While many people go through their lives without big injuries to their brain, spinal cord or nerves, it’s the little things (microtraumas) that are much more common and can still have a huge impact. All throughout our lives, especially as toddlers and children, we’ve experienced countless bumps and bruises. As adults, many jobs require us to either sit all day or to always be on the move, and not to mention we’re constantly bombarded with stress. All of this gradually encourages repeated, small shifts in our body’s skeletal alignment until these shifts eventually start compressing on the nerves that go to all of our organs and tissues. This means microtraumas have a clever, slow, under-the-radar route to limit the optimal performance of our muscles, heart, lungs, digestion, bladder, reproductive organs, and more.
What can I do to keep my nervous system healthy?
To help combat the development of medical conditions and the need for medications that affect nervous system functioning, exercise is key. The American Heart Association recommends that adults partake in “…at least 150 minutes per week of moderate intensity aerobic activity or 75 minutes per week of vigorous aerobic activity”.
Eating a balanced diet of protein, fruits, vegetables, and nuts is essential as well. Supplements can help you bridge the gap between your diet and help. Some of the supplements that promote nerve health include alpha-lipoic acid, vitamin B1, vitamin B6, vitamin B12 and magnesium.
Driving unsafely, not wearing helmets, and diving head-first into pools are some of the many, many ways that people can severely injure their brains, spinal cord, or nerves.
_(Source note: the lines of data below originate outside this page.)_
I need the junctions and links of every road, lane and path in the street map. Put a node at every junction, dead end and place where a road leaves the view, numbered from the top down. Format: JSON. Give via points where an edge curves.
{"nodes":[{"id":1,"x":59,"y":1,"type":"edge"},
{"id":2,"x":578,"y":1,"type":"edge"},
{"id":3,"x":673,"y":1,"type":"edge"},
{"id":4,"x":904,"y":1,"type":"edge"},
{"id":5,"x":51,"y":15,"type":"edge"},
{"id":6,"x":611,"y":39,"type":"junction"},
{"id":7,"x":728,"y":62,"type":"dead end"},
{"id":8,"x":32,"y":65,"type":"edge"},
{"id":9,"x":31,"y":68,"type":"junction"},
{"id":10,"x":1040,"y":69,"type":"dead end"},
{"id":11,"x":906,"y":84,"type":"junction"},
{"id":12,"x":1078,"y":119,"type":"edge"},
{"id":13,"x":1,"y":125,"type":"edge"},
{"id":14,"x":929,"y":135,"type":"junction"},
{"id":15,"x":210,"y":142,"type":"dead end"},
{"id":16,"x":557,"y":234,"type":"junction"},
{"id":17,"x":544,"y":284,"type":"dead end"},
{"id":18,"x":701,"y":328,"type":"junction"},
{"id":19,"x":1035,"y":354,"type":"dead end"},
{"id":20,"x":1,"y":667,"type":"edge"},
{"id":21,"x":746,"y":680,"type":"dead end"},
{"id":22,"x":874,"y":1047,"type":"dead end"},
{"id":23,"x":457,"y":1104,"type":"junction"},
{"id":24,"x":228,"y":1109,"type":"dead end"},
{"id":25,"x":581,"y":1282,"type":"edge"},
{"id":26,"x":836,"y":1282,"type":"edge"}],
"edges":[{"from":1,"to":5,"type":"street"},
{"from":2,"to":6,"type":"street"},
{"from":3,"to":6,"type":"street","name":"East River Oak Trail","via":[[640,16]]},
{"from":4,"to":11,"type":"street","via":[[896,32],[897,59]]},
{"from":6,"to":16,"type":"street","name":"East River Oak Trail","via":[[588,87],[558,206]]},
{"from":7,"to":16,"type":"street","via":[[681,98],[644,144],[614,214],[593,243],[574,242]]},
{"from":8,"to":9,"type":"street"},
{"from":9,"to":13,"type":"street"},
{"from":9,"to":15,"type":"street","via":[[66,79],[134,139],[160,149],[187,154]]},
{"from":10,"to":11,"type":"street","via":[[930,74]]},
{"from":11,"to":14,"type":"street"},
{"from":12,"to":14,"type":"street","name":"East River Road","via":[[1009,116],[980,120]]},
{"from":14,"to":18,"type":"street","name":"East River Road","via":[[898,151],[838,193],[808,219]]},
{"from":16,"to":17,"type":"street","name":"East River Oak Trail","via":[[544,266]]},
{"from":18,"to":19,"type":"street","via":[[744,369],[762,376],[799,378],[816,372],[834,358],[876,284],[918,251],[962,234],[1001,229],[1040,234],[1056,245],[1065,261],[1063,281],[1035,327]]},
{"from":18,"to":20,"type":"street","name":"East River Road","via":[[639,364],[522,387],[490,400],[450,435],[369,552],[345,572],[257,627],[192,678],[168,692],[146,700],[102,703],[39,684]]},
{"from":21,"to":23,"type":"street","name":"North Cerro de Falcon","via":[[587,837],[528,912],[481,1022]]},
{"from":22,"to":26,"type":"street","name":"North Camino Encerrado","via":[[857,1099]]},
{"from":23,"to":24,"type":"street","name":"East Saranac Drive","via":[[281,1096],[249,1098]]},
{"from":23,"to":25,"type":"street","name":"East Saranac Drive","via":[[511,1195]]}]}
It’s important to be proactive and to pay attention and be mindful of our actions to avoid injuries that can alter our lives, as well as our loved one’s lives.
Consider chiropractic care.
As mentioned, much more common is for microtraumas to progressively limit our body’s ability to function at its full capacity. To restore nerve communication and maintain our health, consider chiropractic care for you and your loved ones.
- The nervous system is a vital component of our health and wellbeing.
- It identifies and responds to changes in our body, relays pertinent information to our other systems, and plays a huge role in maintaining homeostasis and keeping us alive.
- Blood flow disruption, injuries, medications, and medical conditions can affect our nervous system’s functioning.
- Exercise, diet, personal safety and chiropractic care are different ways we can take care of this incredibly important system.